No Memorial para os soldados caídos em combate, Wonder Woman viu-se confrontada com um homem que fora forçada a matar, para salvar a vida de Superman. O antigo aliado, tornado inimigo da Justice League, Maxwell Lord foi um dos contemplados com o tal anel. Usando as suas habilidades psíquicas, Lord fez um exército de soldados falecidos erguerem-se dos seus túmulos, muito para a indignação de Diana. Esta não hesitou em decapitar Lord e colocar os soldados de volta à terra. Lord reapareceria em Coast City para a batalha final entre os heróis e Nekrom.





Terror em Gotham!

 Por sua vez, em Gotham o caos irrompeu quando múltiplos vilões do morcego fugiram da morgue da esquadra local. Caçando os vivos em busca dos seus corações, os vilões mortos só foram parados, temporariamente, pelo efeito purificador das chamas. É que, como se não bastasse, Dick Grayson, que era o Batman nesta altura, teve que lidar com os seus próprios pais versão zombie. Com o auxílio de Tim Drake, o Red Robin, do fantasma Deadman e de Damian Wayne, Robin, o novo cavaleiro das trevas vai escapar ao toque mortal dos não vivos, por muito, muito pouco...





Superman Zombie!!!

 Em Smallville, o Superman da Terra 2 levanta-se do seu túmulo e enquanto a sua Lois tenta consumir a Ma Kent, o seu antigo inimigo, Psycho Pirate usa as suas habilidades para transformar a pequena cidade em um matadouro.

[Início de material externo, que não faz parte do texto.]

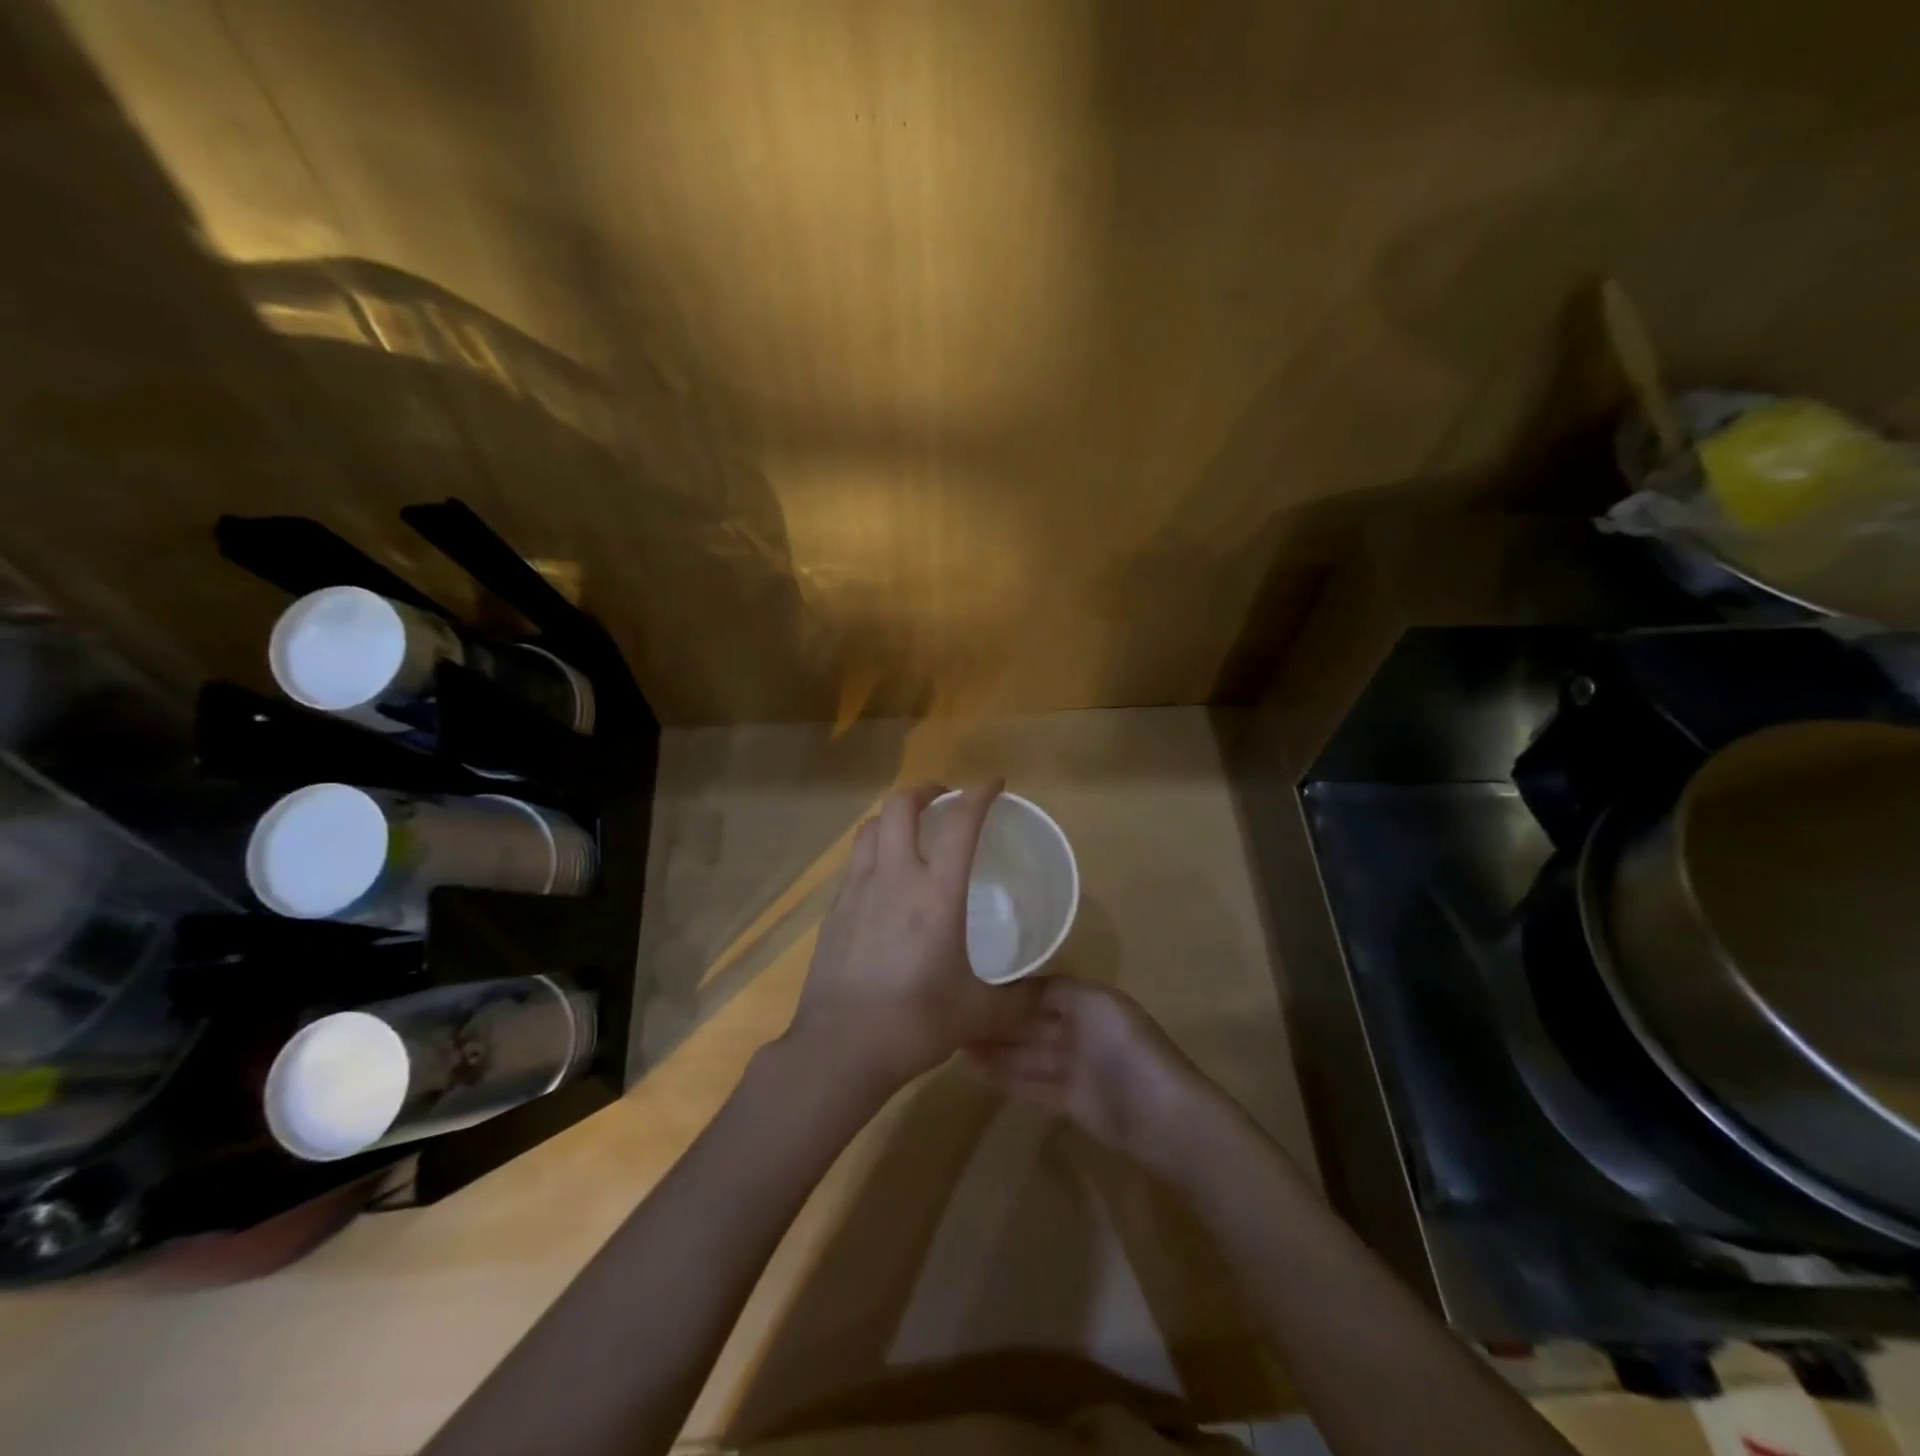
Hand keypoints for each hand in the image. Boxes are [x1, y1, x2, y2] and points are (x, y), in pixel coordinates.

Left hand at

Kal e Conner, juntamente com Krypto conseguem colocar os sentimentos de parte, e salvam Smallville destes superpoderosos zombies. Entretanto, em Nova Krypton, Kara tem que destruir o seu próprio pai, antes que o mesmo mate a sua mãe, ainda viva. Terminada a batalha de Smallville apenas a Black Lantern Lois 2 escapa e dirige-se para Nova Iorque…





O ataque dos Mortos-Vivos

Na grande maçã, a sede da ilustre SJA é atacada pelos seus próprios membros caídos, agora zombies sem coração. Divididos entre amor e pena, os membros actuais, em muitos casos, como os de Damage, Power Girl e Jesse Quick, têm que lidar com os próprios familiares falecidos. No final, todavia, e graças ao engenho de Mister Incredible, a SJA consegue, projectando um feixe de luz branca, destruir todos os zombies, inclusive o poderoso Superman 2, que fora ressuscitado pela sua Lois.





Luz de Esperança

Entretanto, em Central City, algo incomum acontece, quando os membros dos Rogues de Flash, liderados pelo Captain Cold têm que se haver com os seus compatriotas falecidos. Mesmo confrontado com a irmã falecida e quando tudo parecia perdido, Cold mostra como é, de facto, desprovido de sentimentos, e destrói o corpo que outrora albergou a alma da sua mana. Os Rogues vivos triunfam, ao mesmo tempo que Barry Allen se torna um Blue Lantern e com o poder da esperança liberta Bart, o Kid Flash, dos efeitos do anel negro. Depois é Flashes vs Reverse Flash. Em um duelo de velocidade, os vivos triunfam sobre os mortos.






Velha Liga, nova Liga

Na antiga base da JLA, esta é atacada por falecidos membros e inimigos. Zatanna vence o pai, Zatara, mas o confronto impossibilita-lhe de auxiliar os companheiros. Doctor Light tem que resistir à investida da sua contraparte criminosa. Por sua vez, Steel e Vibro, dois falecidos membros da Liga Detroit, atacam os restantes integrantes. Plastic man e Vixen ficam gravemente feridos, enquanto o Red Tornado é destruído. Gypsy tenta, a todo o custo, resistir, mas será Kimiyo que, levada ao limite pela ameaça feita à vida das suas crianças, vai, em um raio de luz pura, devastar os três Black Lanterns restantes.